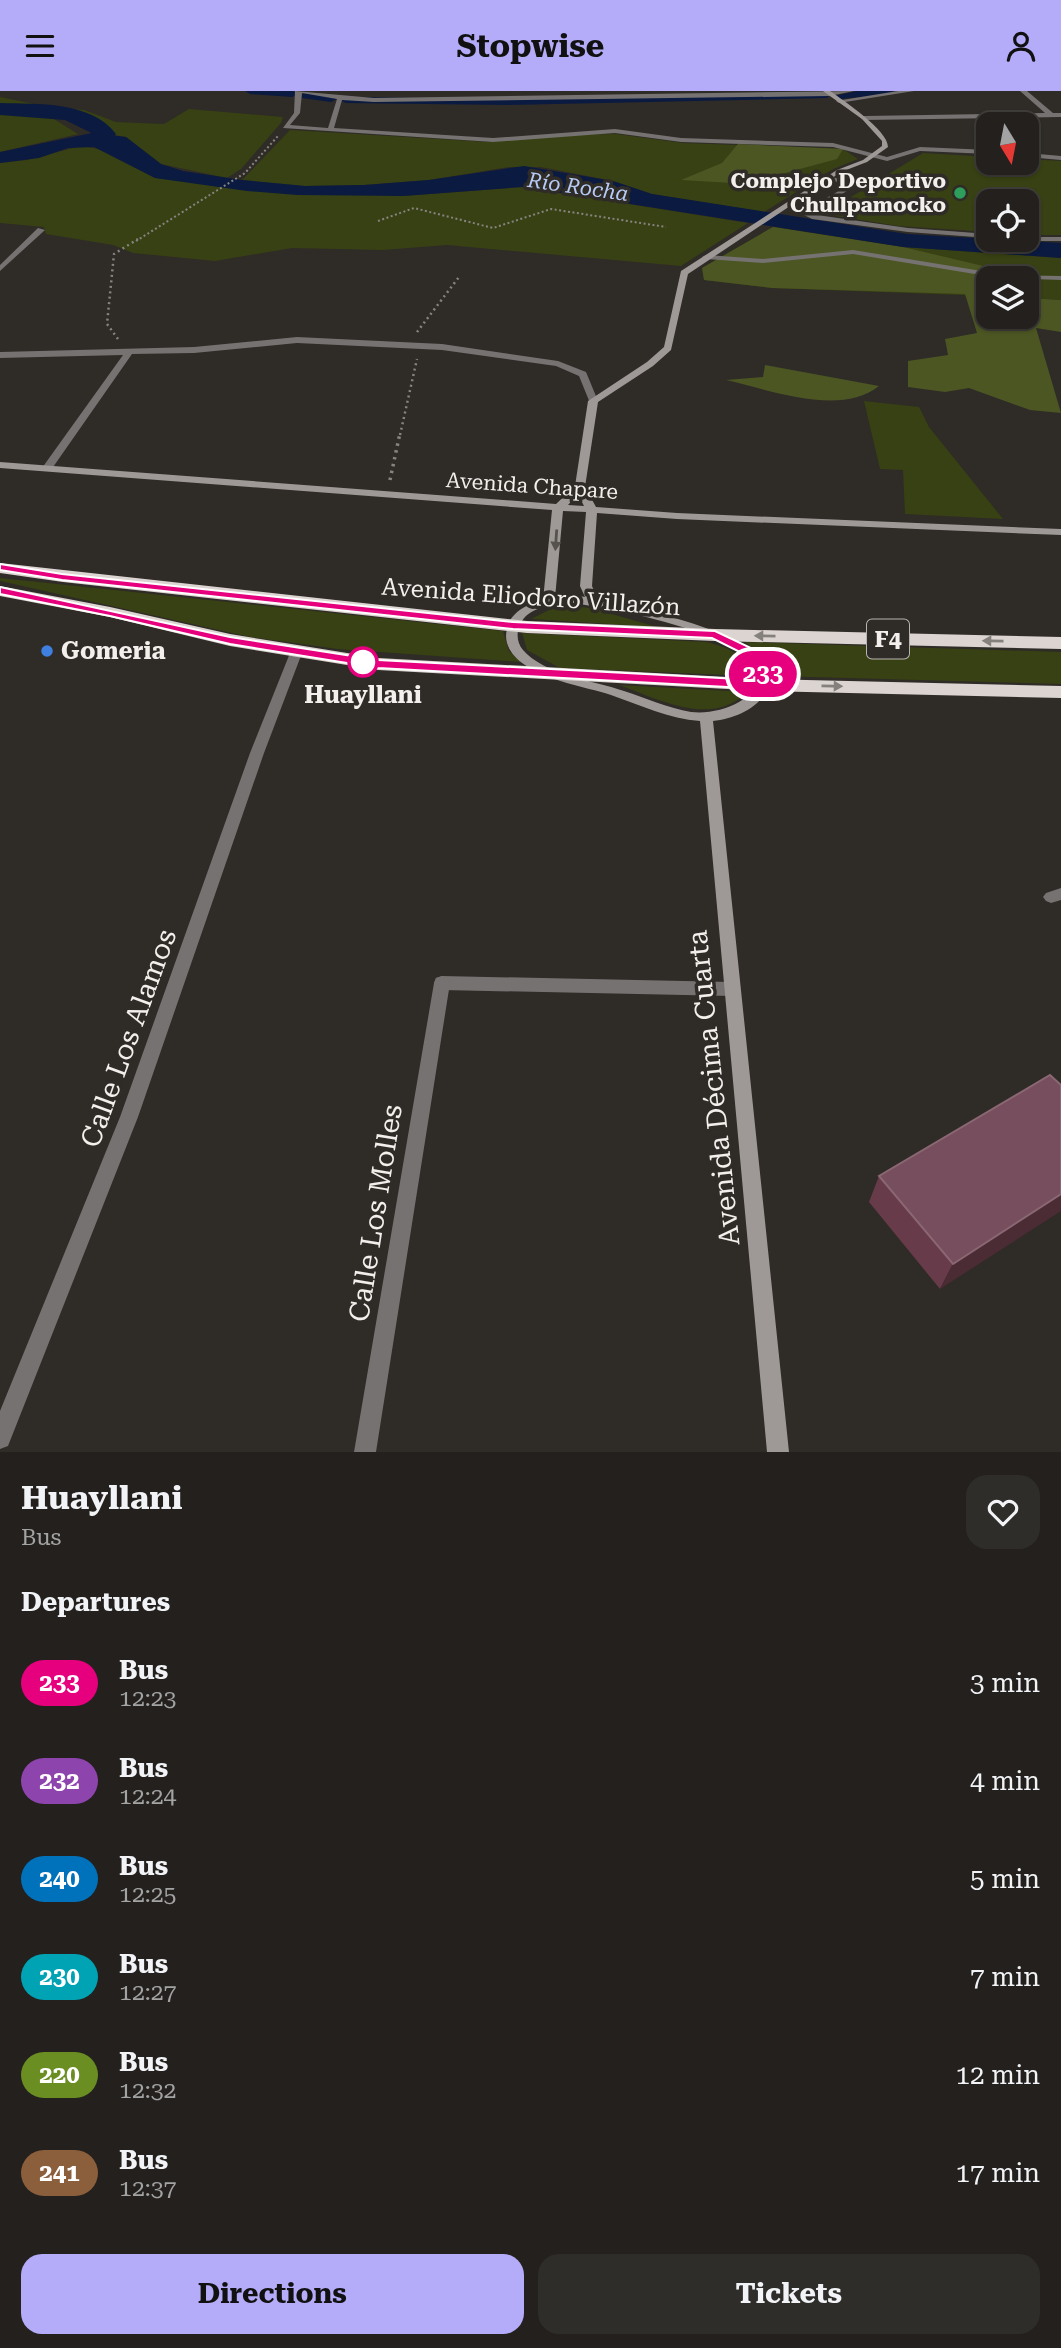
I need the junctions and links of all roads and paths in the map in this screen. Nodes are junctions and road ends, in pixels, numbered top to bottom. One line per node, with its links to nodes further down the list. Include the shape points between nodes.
1 (851, 91): 5 (street)
2 (911, 91): 9 (street)
3 (1023, 91): 10 (street)
4 (298, 92): 7 (street); 13 (street, via 297,113)
5 (827, 92): 6 (street); 9 (main road)
6 (659, 94): 8 (street)
7 (340, 95): 8 (street); 14 (street)
8 (533, 95)
9 (838, 101): 12 (main road)
10 (1051, 115): 11 (street); 12 (street)
11 (1061, 115)
12 (864, 118): 16 (main road, via 885,140 884,147)
13 (285, 127): 14 (street); 31 (path, via 245,173 114,254 107,324)
14 (330, 130): 16 (street, via 494,140 615,131 681,140 833,145)
15 (976, 151): 16 (street, via 920,149 896,158)
16 (871, 156): 19 (main road)
17 (1040, 156): 18 (street)
18 (1061, 158)
19 (828, 178): 23 (street, via 855,184 807,213 815,217); 26 (main road)
20 (378, 221): 21 (path, via 414,208 493,228 551,209)
21 (666, 226)
22 (41, 230): 27 (street)
23 (976, 235)
24 (1039, 239): 25 (street)
25 (1061, 239)
26 (706, 257): 29 (street, via 763,261 853,252 1006,277); 33 (main road, via 684,273 668,348)
27 (0, 269)
28 (459, 277): 30 (path, via 411,340)
29 (1061, 278)
30 (419, 347): 31 (street, via 297,340); 33 (street, via 558,364 583,374); 37 (path)
31 (129, 352): 32 (street); 35 (street)
32 (0, 355)
33 (593, 401): 36 (main road)
34 (0, 465): 35 (main road, Avenida Chapare)
35 (47, 468): 37 (main road, Avenida Chapare)
36 (580, 488): 38 (main road); 39 (main road)
37 (386, 494): 38 (main road, Avenida Chapare)
38 (558, 508): 39 (main road, Avenida Chapare); 44 (main road, one-way to 44)
39 (592, 510): 40 (main road, Avenida Chapare); 43 (main road, via 586,586)
40 (1061, 532)
41 (0, 568): 45 (highway, Avenida Eliodoro Villazón / F4)
42 (0, 591): 48 (highway, F4)
43 (593, 601): 44 (main road); 46 (main road)
44 (549, 602): 45 (main road, via 519,616)
45 (513, 626): 46 (highway, Avenida Eliodoro Villazón / F4); 49 (main road, via 513,645 520,654)
46 (715, 635): 47 (highway, Avenida Eliodoro Villazón / F4, one-way to 46); 50 (main road, via 748,652 763,673)
47 (1061, 643)
48 (296, 653): 49 (highway, F4, via 378,664); 54 (street, Calle Los Alamos, via 129,1118)
49 (552, 675): 50 (highway, F4); 52 (main road, via 683,715)
50 (764, 685): 51 (highway, F4, one-way to 51); 52 (main road, via 759,695 740,709)
51 (1061, 692)
52 (706, 717): 53 (main road, Avenida Décima Cuarta)
53 (731, 989): 55 (street, Calle Los Molles, via 442,983); 56 (main road, Avenida Décima Cuarta)
54 (0, 1439)
55 (365, 1452)
56 (778, 1452)

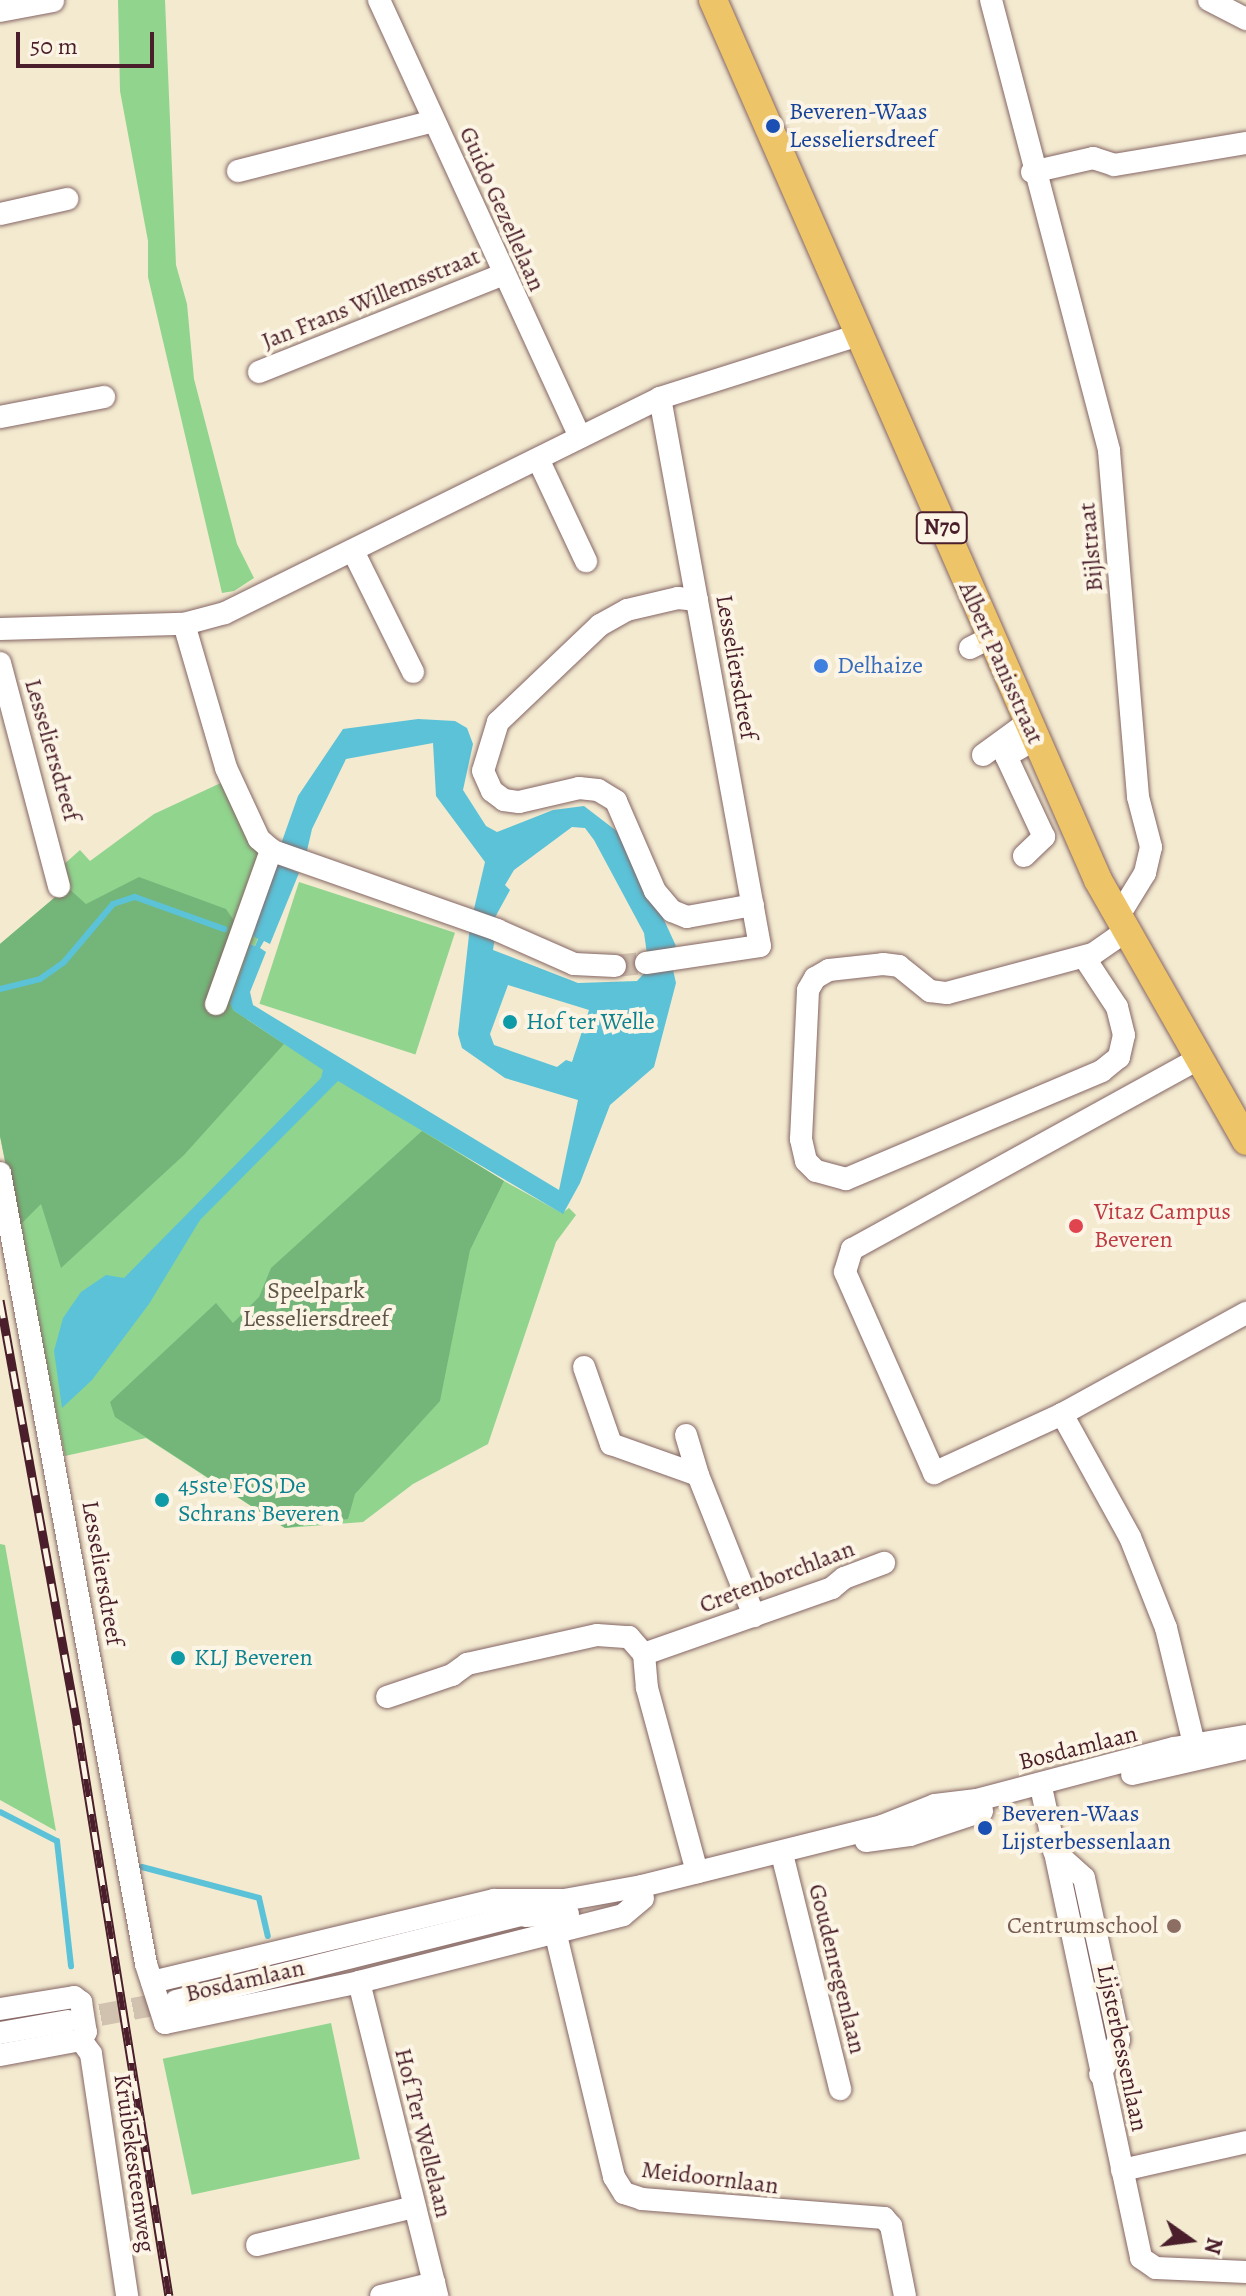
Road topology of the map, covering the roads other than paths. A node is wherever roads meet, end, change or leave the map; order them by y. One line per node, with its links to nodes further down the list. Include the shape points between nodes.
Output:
1 (379, 0): 8 (street, Guido Gezellelaan)
2 (713, 0): 15 (main road, Albert Panisstraat / N70)
3 (991, 0): 11 (street, Bijlstraat)
4 (1209, 0): 7 (street)
5 (53, 1): 6 (street)
6 (0, 11)
7 (1246, 19)
8 (434, 121): 10 (street); 14 (street, Guido Gezellelaan)
9 (1246, 143): 11 (street, via 1114,165 1093,158)
10 (238, 171)
11 (1032, 172): 35 (street, Bijlstraat, via 1109,451 1138,797 1151,847)
12 (67, 199): 13 (street)
13 (0, 214)
14 (502, 275): 16 (street, Jan Frans Willemsstraat); 20 (street, Guido Gezellelaan)
15 (859, 335): 18 (street); 29 (main road, Albert Panisstraat / N70, via 980,643)
16 (259, 372)
17 (104, 397): 19 (street)
18 (660, 398): 20 (street); 24 (street, Lesseliersdreef)
19 (0, 417)
20 (580, 437): 21 (street)
21 (538, 459): 22 (street); 23 (street)
22 (353, 551): 25 (street, via 250,602); 28 (street)
23 (586, 561)
24 (697, 600): 34 (street, Lesseliersdreef); 34 (street, via 678,598 627,610 600,625 498,722 483,771 492,791 504,800 519,802 579,788 598,790 616,801 655,891 672,911 687,917)
25 (184, 624): 26 (street); 31 (street, via 226,768 251,825)
26 (0, 629)
27 (0, 663): 33 (street, Lesseliersdreef)
28 (413, 672)
29 (1031, 731): 30 (street); 32 (street, via 1006,756 1044,837); 35 (main road, Albert Panisstraat / N70)
30 (983, 755)
31 (271, 850): 38 (street, via 497,930 574,964); 39 (street)
32 (1024, 856)
33 (59, 886)
34 (753, 905): 37 (street, Lesseliersdreef, via 760,946)
35 (1122, 924): 36 (street); 40 (main road, Albert Panisstraat / N70)
36 (1084, 957): 36 (street, via 947,993 930,991 899,966 883,964 829,970 815,978 807,1005 801,1139 806,1161 816,1171 846,1179 1102,1071 1119,1057 1124,1035 1117,1007)
37 (647, 963)
38 (615, 966)
39 (216, 1004)
40 (1198, 1059): 41 (main road, Albert Panisstraat / N70); 45 (street, via 852,1249 845,1272 934,1473)
41 (1246, 1141)
42 (0, 1173): 64 (street, Lesseliersdreef)
43 (1246, 1313): 45 (street)
44 (584, 1367): 47 (street, via 611,1444)
45 (1062, 1414): 54 (street, via 1130,1537 1166,1628)
46 (686, 1435): 47 (street)
47 (698, 1475): 49 (street)
48 (884, 1563): 49 (street, Cretenborchlaan)
49 (754, 1616): 50 (street, Cretenborchlaan)
50 (644, 1654): 51 (street, via 629,1637 597,1635 467,1664 452,1675); 59 (street, via 647,1688)
51 (387, 1697)
52 (1246, 1736): 54 (street, Bosdamlaan)
53 (1246, 1748): 54 (street, Bosdamlaan)
54 (1196, 1753): 55 (street, Bosdamlaan); 56 (street, Bosdamlaan)
55 (1043, 1796): 57 (street, Bosdamlaan, via 958,1817); 74 (street, Lijsterbessenlaan)
56 (921, 1808): 57 (street); 59 (street, Bosdamlaan, via 882,1826)
57 (927, 1831): 58 (street, Bosdamlaan)
58 (784, 1862): 60 (street, Bosdamlaan); 72 (street, Goudenregenlaan)
59 (697, 1872): 61 (street, Bosdamlaan)
60 (643, 1898): 62 (street, Bosdamlaan, via 565,1915); 63 (street, Bosdamlaan, via 623,1915)
61 (564, 1900): 62 (street, Bosdamlaan); 64 (street, Bosdamlaan, via 494,1900)
62 (525, 1916): 66 (street, Bosdamlaan)
63 (555, 1931): 65 (street, Bosdamlaan); 81 (street, Meidoornlaan, via 614,2177 624,2193 658,2201 884,2218 891,2226)
64 (152, 1982): 65 (street, Bosdamlaan, via 161,2017 176,2024)
65 (359, 1982): 75 (street, Hof Ter Wellelaan)
66 (176, 2001)
67 (0, 2009): 70 (street, Kruibekesteenweg, via 74,1997 81,2002 86,2032)
68 (68, 2021): 69 (street)
69 (0, 2033)
70 (81, 2040): 71 (street); 79 (street, Kruibekesteenweg, via 91,2054)
71 (0, 2055)
72 (840, 2089)
73 (1246, 2142): 74 (street, Lijsterbessenlaan)
74 (1122, 2170): 77 (street, Lijsterbessenlaan, via 1141,2258 1156,2268)
75 (414, 2207): 76 (street); 78 (street, Hof Ter Wellelaan)
76 (257, 2245)
77 (1246, 2272)
78 (435, 2290): 80 (street)
79 (127, 2296)
80 (381, 2296)
81 (905, 2296)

○ ○ ○

- **Problem details**: Whenever a line above has the word "Lijsterbessenlaan" in it, copy that line.

- **Written solution**:
55 (1043, 1796): 57 (street, Bosdamlaan, via 958,1817); 74 (street, Lijsterbessenlaan)
73 (1246, 2142): 74 (street, Lijsterbessenlaan)
74 (1122, 2170): 77 (street, Lijsterbessenlaan, via 1141,2258 1156,2268)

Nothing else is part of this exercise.